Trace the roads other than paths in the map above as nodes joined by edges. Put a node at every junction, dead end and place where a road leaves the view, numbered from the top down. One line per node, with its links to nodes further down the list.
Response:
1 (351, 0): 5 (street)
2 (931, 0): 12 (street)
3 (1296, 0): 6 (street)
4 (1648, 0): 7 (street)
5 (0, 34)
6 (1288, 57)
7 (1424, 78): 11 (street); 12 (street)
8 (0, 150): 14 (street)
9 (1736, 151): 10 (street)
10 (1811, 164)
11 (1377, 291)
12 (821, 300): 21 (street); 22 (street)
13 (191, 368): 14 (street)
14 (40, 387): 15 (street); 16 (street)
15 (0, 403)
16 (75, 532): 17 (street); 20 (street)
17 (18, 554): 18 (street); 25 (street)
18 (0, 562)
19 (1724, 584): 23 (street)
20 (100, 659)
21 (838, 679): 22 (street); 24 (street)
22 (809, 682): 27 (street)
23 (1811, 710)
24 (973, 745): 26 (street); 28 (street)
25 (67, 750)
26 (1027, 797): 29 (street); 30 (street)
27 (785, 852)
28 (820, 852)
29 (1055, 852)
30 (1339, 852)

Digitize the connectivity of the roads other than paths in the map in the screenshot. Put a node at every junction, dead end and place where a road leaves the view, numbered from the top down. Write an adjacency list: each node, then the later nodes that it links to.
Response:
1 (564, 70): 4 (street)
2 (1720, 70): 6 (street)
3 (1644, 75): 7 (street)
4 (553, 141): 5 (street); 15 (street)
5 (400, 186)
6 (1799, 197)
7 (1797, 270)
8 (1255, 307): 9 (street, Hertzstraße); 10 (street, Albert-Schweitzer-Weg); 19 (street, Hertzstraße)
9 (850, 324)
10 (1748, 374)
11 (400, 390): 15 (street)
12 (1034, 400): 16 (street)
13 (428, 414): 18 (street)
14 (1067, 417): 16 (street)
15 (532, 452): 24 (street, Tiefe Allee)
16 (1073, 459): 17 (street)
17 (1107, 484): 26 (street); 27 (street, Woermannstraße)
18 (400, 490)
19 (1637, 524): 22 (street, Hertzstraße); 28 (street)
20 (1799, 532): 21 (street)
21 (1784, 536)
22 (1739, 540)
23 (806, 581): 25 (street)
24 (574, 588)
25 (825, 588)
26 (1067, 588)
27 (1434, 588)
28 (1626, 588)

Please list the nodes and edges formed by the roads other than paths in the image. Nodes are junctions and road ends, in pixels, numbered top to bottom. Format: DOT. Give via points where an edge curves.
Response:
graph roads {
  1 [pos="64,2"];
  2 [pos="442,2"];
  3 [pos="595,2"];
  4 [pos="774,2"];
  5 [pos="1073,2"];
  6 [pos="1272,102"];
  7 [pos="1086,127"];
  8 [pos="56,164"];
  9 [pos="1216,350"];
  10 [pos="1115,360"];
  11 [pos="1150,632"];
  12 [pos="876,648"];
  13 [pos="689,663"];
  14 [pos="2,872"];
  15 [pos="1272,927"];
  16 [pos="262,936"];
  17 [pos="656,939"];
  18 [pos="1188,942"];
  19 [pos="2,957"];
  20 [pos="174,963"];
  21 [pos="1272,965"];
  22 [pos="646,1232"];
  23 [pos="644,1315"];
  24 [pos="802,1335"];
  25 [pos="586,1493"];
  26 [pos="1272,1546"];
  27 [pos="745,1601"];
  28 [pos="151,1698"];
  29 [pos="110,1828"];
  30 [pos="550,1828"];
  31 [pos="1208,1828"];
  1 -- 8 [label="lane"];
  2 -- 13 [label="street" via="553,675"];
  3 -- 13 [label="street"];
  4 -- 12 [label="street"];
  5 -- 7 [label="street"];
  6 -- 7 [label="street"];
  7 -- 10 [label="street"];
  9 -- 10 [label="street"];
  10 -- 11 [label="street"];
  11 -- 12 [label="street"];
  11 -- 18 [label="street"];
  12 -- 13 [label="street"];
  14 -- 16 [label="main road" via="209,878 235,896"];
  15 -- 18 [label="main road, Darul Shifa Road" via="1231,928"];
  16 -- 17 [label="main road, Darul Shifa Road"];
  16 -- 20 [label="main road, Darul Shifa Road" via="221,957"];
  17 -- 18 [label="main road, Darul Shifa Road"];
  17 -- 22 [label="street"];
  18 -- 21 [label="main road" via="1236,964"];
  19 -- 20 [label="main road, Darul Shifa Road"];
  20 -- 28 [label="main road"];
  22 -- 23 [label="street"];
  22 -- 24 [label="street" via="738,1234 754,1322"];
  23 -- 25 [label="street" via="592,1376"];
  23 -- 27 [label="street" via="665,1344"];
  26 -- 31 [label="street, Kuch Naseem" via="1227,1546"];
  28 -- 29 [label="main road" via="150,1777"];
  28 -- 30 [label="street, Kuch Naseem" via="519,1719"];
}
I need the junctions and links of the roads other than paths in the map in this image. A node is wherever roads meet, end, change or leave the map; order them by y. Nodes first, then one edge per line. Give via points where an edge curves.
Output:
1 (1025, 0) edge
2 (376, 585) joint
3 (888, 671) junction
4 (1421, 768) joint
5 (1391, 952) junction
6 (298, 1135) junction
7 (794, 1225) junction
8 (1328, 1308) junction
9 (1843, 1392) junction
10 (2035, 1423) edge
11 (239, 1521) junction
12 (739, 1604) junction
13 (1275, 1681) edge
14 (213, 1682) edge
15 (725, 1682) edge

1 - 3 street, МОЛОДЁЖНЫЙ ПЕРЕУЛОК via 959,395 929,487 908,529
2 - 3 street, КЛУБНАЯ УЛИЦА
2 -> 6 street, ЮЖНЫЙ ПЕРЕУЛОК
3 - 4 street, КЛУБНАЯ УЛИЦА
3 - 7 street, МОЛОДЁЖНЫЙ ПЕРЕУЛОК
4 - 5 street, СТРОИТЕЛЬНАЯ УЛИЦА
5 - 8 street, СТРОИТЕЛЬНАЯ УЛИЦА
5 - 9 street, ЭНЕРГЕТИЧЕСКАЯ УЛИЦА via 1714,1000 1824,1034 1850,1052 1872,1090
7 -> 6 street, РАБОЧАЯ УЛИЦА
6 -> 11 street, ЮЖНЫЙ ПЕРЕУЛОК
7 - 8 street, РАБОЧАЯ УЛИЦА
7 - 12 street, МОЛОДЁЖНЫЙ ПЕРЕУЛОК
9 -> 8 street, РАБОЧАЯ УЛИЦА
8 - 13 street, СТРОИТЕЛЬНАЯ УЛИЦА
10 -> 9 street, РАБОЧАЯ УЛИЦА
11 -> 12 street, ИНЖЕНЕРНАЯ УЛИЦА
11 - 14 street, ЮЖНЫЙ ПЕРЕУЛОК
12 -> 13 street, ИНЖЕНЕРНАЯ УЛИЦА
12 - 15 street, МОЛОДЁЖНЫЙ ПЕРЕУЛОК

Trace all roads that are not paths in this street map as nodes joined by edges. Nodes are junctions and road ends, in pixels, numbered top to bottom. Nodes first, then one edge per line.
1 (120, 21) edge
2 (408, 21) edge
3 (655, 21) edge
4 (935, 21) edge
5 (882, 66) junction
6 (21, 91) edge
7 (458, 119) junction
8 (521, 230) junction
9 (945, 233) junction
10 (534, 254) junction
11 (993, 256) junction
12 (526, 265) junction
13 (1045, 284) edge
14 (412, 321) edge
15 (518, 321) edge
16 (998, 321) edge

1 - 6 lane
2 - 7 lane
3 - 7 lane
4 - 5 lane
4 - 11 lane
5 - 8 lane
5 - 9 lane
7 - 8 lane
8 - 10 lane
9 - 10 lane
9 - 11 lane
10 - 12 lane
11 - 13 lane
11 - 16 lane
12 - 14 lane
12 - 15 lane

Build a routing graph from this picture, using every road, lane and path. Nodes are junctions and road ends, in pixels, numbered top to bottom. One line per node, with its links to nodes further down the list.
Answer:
━━━━━━━━━━━━━━━━
**WORK REQUEST**
Look for the string "view" in the records, and copy every line where it is found.

**EXPECTED ANSWER**
Trace the roads other than paths in the map above as nodes joined by edges. Put a node at every junction, dead end and place where a road leaves the view, numbered from the top down. One line per node, with its links to nodes further down the list.
Digitize the connectivity of the roads other than paths in the map in the screenshot. Put a node at every junction, dead end and place where a road leaves the view, numbered from the top down. Write an adjacency list: each node, then the later nodes that it links to.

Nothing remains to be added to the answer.